**WHAT NEEDS TO BE DONE**.
Of the lines below, report only those that contain "highway".

**RECORDS PROVIDED**.
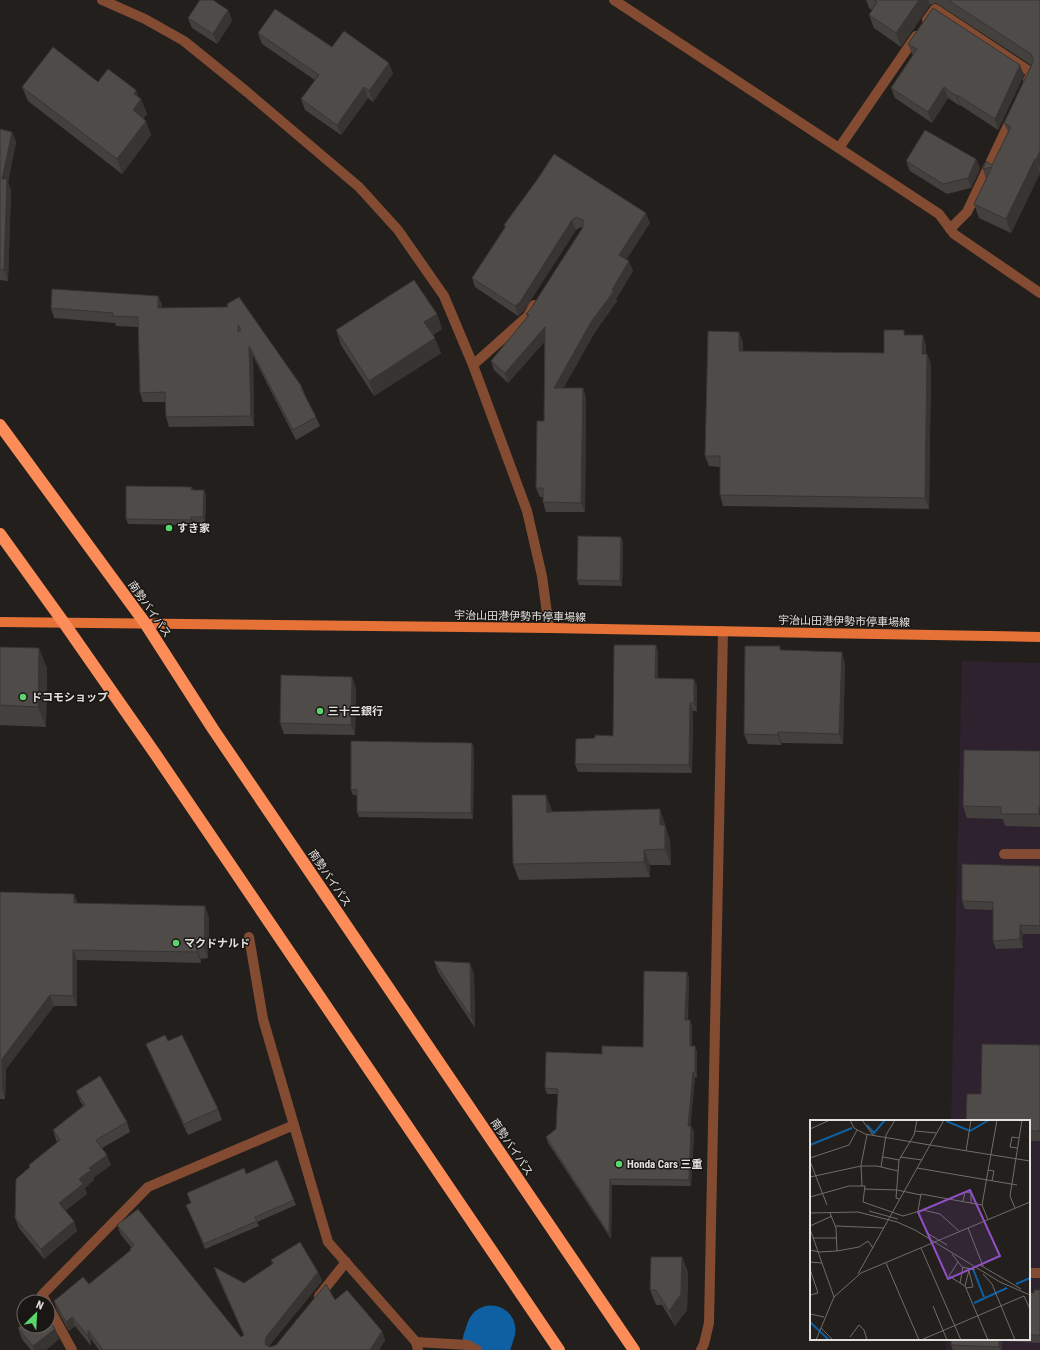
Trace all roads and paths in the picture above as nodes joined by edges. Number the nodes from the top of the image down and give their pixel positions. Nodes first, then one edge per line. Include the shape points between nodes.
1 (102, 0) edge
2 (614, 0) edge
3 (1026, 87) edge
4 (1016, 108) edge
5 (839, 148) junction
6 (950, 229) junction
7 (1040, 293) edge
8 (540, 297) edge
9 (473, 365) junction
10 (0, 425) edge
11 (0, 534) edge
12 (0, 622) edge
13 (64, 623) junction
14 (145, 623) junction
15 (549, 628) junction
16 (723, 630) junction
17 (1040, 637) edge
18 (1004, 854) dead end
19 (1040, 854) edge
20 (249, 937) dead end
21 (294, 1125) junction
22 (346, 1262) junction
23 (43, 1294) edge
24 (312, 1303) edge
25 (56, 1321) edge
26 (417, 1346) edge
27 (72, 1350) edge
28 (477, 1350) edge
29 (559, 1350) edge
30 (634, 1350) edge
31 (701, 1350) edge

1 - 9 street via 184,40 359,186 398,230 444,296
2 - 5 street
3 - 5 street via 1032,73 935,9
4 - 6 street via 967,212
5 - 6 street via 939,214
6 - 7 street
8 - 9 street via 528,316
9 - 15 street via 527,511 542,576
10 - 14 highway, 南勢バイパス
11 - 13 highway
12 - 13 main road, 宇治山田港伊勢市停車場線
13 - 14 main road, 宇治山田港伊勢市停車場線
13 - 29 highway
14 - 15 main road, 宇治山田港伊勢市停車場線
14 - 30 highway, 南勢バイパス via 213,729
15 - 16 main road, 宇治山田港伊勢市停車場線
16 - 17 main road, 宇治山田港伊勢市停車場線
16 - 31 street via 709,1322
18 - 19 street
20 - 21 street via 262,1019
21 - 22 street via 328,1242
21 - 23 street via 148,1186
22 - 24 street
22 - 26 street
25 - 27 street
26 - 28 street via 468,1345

--

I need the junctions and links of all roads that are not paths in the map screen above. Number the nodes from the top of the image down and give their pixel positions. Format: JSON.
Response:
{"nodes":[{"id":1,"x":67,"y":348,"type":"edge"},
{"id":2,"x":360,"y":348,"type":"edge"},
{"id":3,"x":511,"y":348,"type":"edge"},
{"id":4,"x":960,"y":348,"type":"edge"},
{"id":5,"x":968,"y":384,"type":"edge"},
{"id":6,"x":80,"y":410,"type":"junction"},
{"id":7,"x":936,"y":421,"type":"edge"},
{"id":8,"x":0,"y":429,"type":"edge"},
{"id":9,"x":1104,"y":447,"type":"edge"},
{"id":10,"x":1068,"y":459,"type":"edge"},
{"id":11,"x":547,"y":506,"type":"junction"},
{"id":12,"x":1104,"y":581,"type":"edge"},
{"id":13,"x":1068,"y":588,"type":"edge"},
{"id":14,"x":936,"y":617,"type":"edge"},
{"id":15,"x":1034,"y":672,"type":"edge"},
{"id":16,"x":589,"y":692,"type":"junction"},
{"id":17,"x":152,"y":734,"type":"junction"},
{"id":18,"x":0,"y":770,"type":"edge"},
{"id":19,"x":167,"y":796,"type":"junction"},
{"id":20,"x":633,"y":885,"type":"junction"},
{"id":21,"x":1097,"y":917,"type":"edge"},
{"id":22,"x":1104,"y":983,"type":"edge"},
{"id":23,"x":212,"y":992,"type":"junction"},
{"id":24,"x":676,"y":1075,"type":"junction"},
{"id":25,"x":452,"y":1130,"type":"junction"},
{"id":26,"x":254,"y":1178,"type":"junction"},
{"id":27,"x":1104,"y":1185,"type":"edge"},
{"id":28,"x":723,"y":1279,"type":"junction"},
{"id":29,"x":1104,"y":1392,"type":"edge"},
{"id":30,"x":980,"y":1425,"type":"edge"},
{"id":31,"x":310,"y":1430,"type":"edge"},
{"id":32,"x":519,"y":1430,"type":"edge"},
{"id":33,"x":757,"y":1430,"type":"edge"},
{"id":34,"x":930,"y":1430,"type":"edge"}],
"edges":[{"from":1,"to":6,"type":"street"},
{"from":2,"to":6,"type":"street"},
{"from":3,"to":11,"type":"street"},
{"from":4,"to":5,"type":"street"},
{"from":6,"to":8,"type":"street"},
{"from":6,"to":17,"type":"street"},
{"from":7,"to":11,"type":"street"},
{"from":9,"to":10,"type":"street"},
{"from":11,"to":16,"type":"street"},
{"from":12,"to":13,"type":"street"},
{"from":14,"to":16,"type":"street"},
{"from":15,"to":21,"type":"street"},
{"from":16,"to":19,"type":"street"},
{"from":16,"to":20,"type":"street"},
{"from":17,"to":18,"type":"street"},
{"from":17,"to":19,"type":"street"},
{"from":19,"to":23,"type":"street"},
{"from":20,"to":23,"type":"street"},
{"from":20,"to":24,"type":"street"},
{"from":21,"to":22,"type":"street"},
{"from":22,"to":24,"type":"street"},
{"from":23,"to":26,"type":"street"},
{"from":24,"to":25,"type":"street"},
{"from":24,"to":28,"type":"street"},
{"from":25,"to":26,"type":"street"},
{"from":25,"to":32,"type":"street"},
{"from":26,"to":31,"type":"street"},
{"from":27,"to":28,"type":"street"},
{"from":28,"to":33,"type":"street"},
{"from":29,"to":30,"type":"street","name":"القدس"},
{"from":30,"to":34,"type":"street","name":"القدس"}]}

--

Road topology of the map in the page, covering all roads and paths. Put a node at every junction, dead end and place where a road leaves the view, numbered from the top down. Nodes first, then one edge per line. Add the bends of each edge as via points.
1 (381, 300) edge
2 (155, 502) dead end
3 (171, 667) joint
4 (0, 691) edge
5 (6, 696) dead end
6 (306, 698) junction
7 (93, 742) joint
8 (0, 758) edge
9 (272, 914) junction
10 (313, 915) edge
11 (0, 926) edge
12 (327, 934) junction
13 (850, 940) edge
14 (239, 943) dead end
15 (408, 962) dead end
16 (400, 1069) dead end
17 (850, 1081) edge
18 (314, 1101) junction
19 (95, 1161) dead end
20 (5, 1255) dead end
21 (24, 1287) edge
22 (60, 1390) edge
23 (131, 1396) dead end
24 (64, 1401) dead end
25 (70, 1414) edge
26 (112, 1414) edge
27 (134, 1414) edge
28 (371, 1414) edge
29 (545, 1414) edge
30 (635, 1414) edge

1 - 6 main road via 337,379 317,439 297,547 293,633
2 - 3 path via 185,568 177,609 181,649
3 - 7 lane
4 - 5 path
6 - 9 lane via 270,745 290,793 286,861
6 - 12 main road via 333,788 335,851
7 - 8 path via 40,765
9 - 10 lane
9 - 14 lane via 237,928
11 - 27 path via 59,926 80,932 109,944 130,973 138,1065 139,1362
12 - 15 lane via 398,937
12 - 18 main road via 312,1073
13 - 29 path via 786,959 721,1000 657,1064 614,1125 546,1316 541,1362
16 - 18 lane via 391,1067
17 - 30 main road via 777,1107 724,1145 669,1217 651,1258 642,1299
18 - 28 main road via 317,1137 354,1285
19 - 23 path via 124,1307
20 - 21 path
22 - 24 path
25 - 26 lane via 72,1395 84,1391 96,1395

**TASK RESULT**.
10 - 14 highway, 南勢バイパス
11 - 13 highway
13 - 29 highway
14 - 30 highway, 南勢バイパス via 213,729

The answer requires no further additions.